BEGIN Records provided

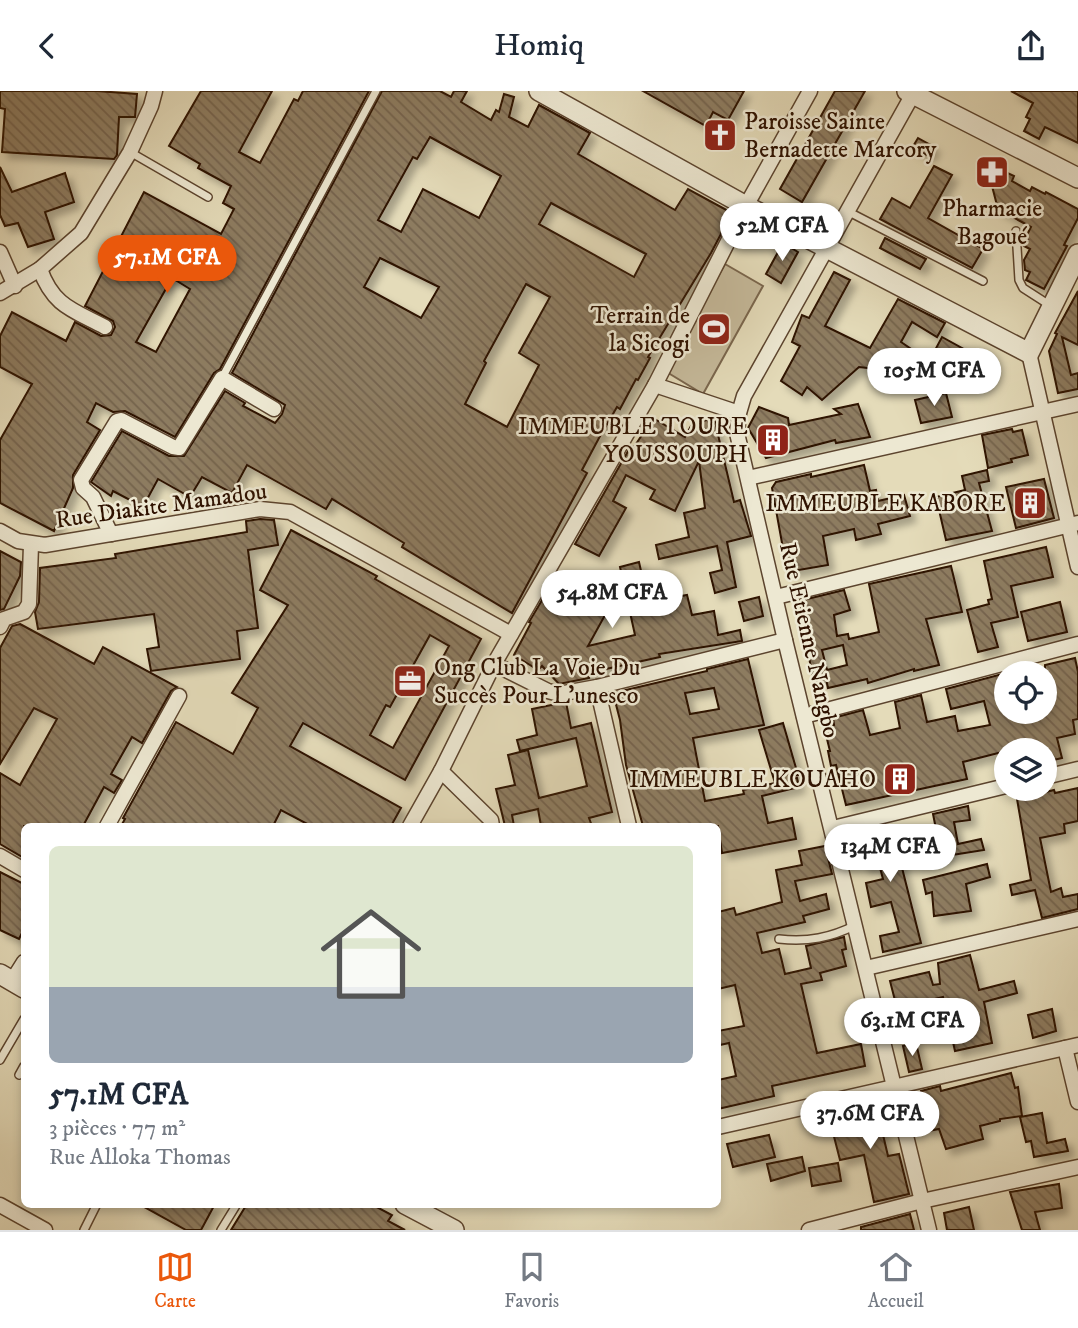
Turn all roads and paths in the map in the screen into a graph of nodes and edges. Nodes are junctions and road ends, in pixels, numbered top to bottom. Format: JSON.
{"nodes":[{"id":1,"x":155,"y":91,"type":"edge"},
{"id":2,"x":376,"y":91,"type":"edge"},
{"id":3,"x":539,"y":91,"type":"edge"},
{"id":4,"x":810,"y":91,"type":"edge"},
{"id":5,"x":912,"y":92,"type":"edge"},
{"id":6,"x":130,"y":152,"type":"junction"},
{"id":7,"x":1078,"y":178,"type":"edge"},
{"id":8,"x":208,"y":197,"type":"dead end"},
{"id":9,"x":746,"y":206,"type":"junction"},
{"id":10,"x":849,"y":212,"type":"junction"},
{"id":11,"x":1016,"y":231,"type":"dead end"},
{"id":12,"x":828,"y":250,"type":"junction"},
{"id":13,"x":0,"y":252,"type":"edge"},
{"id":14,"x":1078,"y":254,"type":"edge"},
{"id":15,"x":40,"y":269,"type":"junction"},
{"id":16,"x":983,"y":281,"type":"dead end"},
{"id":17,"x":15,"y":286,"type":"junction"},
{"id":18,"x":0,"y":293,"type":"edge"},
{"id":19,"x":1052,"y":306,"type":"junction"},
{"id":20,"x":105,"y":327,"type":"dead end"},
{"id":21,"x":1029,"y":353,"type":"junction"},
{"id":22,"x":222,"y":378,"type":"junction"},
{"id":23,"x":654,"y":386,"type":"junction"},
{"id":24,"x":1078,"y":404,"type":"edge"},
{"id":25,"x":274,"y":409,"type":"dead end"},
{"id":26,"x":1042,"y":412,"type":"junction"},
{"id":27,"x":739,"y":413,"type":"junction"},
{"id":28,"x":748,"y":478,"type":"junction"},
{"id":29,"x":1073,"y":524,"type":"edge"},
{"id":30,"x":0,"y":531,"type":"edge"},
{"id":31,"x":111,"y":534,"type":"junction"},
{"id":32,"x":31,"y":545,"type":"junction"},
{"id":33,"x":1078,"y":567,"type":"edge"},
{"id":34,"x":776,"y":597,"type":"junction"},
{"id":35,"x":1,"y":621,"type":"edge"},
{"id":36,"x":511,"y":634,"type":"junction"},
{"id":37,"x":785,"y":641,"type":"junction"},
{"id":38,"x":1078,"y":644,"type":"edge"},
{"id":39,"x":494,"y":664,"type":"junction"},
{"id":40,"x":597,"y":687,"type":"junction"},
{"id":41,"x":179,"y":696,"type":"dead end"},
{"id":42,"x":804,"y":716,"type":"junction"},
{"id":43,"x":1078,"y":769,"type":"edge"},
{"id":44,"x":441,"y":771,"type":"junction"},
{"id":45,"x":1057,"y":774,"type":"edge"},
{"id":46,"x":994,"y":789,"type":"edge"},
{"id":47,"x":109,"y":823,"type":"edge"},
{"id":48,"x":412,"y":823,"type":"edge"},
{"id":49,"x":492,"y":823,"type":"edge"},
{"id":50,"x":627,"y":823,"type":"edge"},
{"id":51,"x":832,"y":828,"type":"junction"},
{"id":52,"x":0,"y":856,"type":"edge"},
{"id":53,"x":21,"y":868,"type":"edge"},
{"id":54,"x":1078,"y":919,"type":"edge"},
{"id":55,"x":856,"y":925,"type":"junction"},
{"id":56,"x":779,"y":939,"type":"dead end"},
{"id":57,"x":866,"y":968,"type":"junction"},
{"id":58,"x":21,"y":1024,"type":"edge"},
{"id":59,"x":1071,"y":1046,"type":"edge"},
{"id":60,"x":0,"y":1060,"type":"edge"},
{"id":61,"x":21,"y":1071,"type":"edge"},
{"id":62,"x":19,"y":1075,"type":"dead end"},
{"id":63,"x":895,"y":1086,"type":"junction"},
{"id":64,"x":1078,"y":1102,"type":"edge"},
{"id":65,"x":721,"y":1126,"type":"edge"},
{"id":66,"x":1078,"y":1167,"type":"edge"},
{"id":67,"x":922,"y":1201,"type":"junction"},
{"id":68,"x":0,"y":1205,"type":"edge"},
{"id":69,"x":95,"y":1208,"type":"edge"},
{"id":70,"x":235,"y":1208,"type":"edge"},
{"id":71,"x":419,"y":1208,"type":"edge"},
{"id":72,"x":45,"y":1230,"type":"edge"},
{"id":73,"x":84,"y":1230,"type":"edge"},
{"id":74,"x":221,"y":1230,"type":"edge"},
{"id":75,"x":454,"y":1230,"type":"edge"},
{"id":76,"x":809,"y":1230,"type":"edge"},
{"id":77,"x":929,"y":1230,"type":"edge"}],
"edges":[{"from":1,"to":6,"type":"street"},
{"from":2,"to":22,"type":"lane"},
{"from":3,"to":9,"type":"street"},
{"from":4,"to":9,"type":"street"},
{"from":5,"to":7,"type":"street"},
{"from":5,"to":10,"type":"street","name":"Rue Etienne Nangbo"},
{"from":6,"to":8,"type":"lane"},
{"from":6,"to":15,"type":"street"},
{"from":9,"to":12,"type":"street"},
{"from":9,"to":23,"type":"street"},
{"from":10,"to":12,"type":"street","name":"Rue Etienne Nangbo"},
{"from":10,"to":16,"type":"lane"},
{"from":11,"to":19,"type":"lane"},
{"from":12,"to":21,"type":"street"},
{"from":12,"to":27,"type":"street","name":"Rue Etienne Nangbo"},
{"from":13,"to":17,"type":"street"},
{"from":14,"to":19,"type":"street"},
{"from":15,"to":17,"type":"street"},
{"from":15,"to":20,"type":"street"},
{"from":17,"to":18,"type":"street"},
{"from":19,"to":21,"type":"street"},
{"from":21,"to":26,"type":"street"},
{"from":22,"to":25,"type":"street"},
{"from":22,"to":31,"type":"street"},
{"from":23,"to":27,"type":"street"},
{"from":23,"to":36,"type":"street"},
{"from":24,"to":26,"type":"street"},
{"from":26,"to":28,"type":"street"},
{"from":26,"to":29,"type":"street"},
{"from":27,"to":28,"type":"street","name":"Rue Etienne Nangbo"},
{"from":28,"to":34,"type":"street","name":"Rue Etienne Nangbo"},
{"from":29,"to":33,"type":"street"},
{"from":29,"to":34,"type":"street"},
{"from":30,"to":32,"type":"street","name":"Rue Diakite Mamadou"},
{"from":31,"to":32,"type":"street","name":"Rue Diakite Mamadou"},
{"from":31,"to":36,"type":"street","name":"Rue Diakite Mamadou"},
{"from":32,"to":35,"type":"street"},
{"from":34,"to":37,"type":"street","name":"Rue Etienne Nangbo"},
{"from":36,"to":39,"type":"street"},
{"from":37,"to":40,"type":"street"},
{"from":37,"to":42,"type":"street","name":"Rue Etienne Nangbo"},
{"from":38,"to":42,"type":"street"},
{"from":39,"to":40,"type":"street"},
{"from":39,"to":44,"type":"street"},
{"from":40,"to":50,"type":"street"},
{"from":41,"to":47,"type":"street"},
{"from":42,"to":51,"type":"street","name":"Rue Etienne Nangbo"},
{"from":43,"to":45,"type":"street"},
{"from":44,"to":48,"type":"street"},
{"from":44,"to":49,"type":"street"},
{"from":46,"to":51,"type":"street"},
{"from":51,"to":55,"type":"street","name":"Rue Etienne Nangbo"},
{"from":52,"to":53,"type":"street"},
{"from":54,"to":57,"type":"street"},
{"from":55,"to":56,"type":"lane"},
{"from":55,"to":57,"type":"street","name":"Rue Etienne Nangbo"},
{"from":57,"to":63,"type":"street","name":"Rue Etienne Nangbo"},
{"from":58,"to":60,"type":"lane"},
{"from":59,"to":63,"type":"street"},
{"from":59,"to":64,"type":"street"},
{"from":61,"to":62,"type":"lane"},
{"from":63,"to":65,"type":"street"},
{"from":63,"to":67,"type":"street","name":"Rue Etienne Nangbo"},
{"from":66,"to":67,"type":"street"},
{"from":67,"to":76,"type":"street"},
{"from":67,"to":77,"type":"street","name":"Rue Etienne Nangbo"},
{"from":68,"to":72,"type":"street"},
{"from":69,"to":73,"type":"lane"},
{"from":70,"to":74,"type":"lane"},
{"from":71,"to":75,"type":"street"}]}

END Records provided
BEGIN Records provided

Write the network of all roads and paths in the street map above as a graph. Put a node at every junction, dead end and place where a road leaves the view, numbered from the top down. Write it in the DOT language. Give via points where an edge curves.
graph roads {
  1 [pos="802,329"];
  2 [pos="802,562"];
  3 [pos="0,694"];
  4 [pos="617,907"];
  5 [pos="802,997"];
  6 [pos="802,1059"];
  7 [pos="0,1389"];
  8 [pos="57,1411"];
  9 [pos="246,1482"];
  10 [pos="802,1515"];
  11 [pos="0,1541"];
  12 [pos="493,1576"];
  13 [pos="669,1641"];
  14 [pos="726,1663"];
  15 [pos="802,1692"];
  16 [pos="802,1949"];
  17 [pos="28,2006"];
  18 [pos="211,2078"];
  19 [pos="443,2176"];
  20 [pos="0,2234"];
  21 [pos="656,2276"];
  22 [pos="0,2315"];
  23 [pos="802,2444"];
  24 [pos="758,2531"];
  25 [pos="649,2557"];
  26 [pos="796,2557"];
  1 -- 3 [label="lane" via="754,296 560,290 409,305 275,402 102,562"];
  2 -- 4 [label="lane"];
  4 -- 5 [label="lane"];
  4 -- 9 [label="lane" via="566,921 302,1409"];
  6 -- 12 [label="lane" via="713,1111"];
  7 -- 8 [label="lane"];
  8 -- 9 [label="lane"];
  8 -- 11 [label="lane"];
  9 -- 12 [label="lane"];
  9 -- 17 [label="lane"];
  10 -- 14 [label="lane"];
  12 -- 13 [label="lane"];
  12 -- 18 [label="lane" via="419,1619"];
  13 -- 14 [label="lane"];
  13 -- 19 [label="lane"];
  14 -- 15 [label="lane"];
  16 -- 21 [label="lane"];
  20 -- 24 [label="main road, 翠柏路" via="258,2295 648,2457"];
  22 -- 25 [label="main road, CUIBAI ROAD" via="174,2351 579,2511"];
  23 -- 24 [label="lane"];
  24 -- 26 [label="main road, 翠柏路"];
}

END Records provided

- Your instructions:
Check each line of the entries for "edges" and copy those that have it.

- Completed exercise:
Turn all roads and paths in the map in the screen into a graph of nodes and edges. Nodes are junctions and road ends, in pixels, numbered top to bottom. Format: JSON.
"edges":[{"from":1,"to":6,"type":"street"},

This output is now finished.